### DIRECTIONS
Locate every line in the material below that has the word "проспект". Copy each of those lines.

### MATERIAL FOR THIS TASK
•••

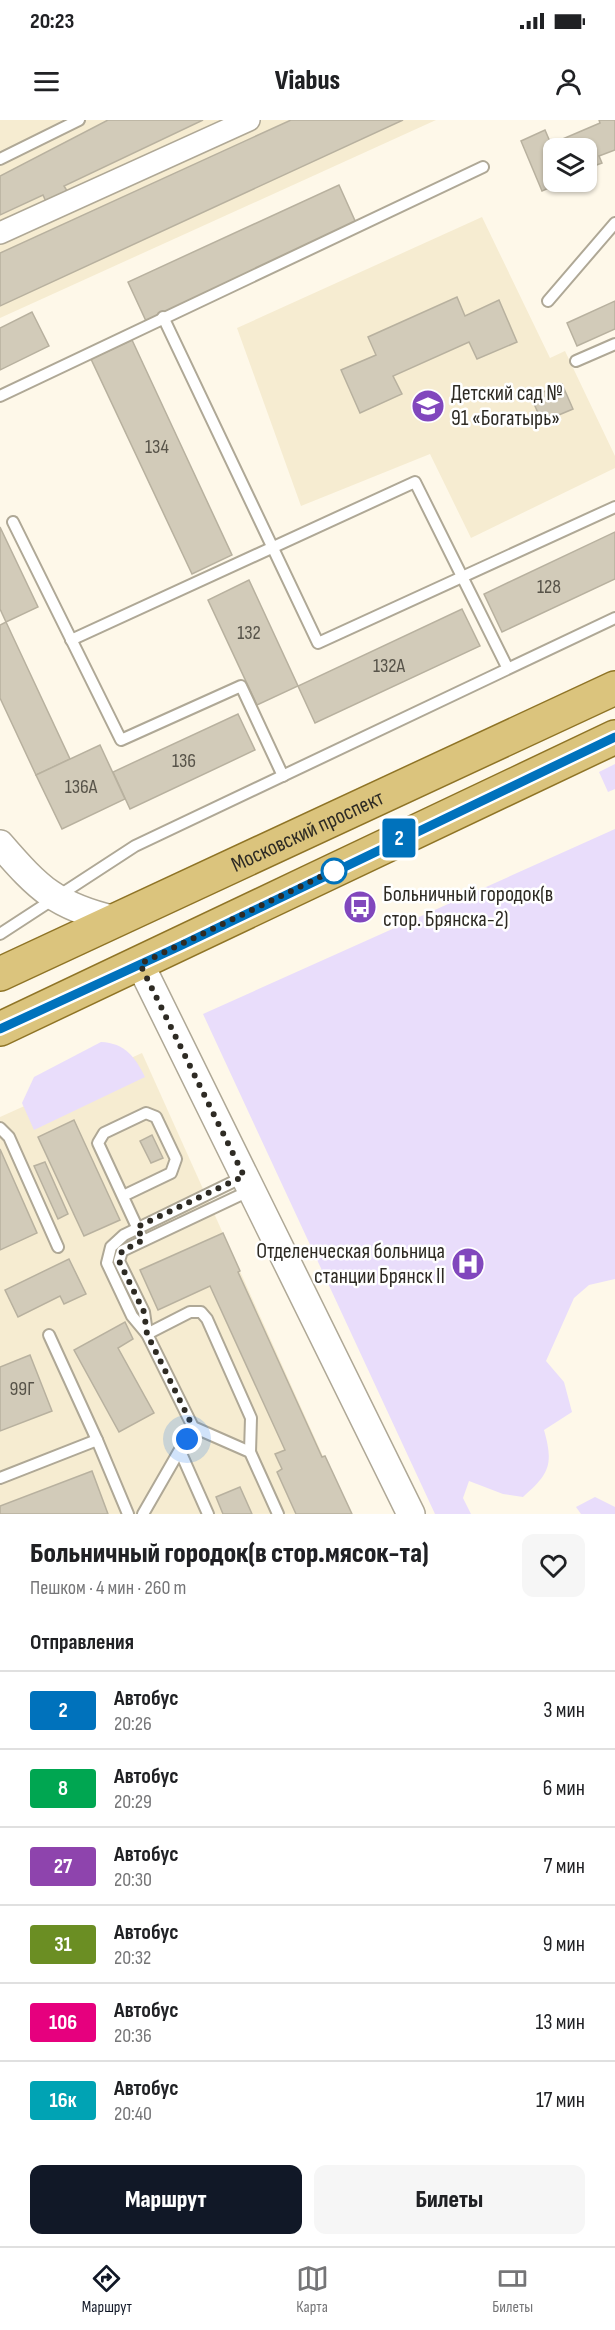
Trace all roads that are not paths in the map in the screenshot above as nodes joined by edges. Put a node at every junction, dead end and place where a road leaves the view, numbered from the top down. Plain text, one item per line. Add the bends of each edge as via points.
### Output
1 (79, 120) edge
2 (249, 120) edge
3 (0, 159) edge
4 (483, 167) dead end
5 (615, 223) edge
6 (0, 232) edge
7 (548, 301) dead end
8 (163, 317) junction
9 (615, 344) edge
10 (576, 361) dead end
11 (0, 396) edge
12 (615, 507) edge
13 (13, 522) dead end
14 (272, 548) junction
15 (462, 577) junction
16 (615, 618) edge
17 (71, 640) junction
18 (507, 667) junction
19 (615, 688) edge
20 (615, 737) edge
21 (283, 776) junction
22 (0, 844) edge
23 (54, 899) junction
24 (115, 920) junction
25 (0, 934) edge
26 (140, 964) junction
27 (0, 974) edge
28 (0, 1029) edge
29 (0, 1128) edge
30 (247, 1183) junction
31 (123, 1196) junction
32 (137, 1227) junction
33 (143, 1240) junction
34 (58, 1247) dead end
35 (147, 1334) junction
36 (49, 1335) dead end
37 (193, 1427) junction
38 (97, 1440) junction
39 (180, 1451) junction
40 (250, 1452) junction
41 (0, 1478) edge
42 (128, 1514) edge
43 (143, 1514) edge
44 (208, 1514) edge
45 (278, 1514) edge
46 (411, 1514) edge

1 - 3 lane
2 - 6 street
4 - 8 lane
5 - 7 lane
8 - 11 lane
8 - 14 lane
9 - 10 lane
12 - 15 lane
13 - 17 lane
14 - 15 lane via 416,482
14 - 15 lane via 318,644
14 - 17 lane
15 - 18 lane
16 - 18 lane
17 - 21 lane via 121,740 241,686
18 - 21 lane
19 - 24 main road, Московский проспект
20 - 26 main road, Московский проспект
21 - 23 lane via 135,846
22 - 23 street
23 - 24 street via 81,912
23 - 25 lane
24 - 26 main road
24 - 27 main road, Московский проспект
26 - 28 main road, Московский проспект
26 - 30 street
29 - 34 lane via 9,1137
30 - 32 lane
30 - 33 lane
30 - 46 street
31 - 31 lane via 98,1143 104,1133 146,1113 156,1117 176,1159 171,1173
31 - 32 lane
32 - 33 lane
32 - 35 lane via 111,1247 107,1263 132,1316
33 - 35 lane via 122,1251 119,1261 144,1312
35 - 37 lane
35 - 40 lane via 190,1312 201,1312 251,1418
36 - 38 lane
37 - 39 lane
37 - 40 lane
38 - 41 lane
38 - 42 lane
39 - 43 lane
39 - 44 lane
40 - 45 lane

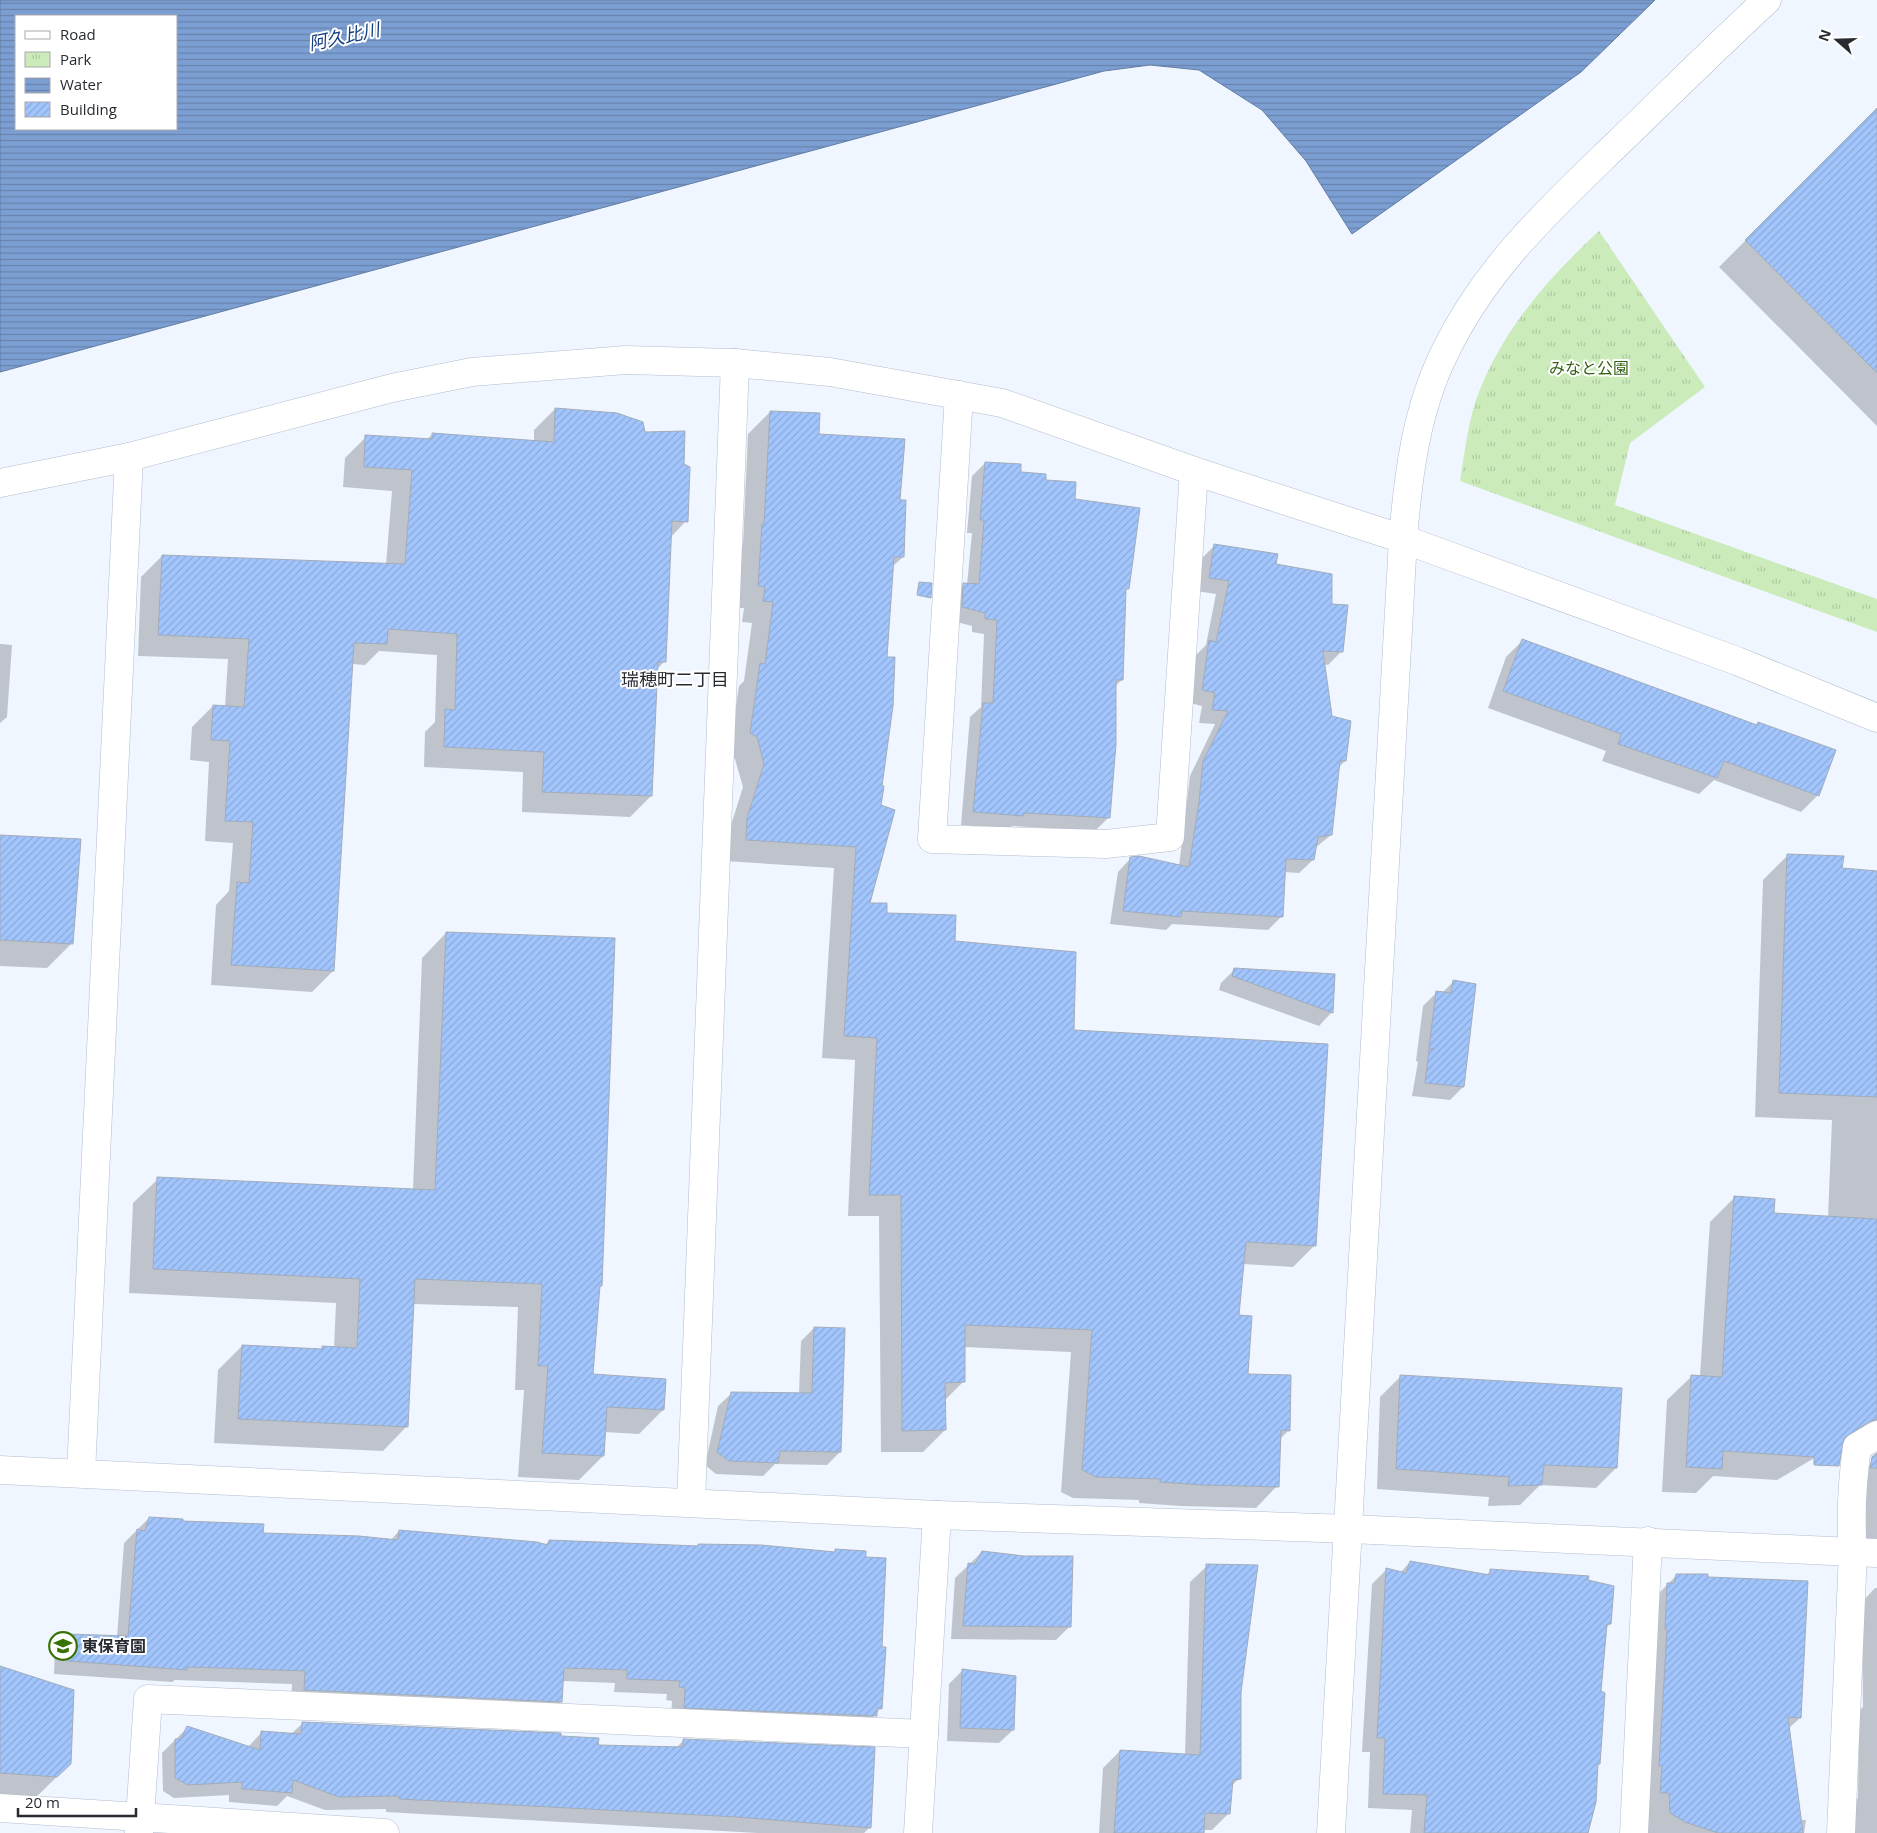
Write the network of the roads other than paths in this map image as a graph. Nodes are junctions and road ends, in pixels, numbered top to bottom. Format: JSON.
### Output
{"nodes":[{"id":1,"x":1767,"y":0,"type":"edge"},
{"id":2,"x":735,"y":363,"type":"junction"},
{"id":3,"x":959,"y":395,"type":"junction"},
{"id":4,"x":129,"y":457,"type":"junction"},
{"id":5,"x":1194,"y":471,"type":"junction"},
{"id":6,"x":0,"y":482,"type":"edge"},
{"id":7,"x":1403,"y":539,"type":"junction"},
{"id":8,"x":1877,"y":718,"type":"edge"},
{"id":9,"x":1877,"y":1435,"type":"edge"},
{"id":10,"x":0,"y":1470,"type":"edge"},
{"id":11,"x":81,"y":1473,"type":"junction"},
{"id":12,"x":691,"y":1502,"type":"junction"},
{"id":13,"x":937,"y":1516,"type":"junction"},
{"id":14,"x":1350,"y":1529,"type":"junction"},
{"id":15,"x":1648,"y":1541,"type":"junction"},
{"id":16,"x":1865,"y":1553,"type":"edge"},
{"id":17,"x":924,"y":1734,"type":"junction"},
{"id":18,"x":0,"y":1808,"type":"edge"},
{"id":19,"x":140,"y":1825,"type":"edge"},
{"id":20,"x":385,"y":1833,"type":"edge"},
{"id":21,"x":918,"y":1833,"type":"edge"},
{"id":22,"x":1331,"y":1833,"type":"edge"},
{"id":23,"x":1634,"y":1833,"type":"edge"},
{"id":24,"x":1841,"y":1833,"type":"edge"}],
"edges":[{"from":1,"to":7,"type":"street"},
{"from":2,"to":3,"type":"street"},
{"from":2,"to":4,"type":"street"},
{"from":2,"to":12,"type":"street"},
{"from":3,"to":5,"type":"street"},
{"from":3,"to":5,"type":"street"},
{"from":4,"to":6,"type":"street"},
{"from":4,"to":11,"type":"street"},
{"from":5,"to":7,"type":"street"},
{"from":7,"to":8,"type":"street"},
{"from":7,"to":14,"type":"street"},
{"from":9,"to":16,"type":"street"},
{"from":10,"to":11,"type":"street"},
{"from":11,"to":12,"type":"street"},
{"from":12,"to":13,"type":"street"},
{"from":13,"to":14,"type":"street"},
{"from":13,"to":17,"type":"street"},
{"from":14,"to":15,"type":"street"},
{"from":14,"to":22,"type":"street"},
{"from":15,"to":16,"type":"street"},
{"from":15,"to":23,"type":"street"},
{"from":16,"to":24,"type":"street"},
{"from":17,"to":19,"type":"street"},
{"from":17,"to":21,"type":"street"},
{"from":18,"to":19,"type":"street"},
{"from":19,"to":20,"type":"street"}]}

•••

### RESPONSE BELOW
19 - 24 main road, Московский проспект
20 - 26 main road, Московский проспект
24 - 27 main road, Московский проспект
26 - 28 main road, Московский проспект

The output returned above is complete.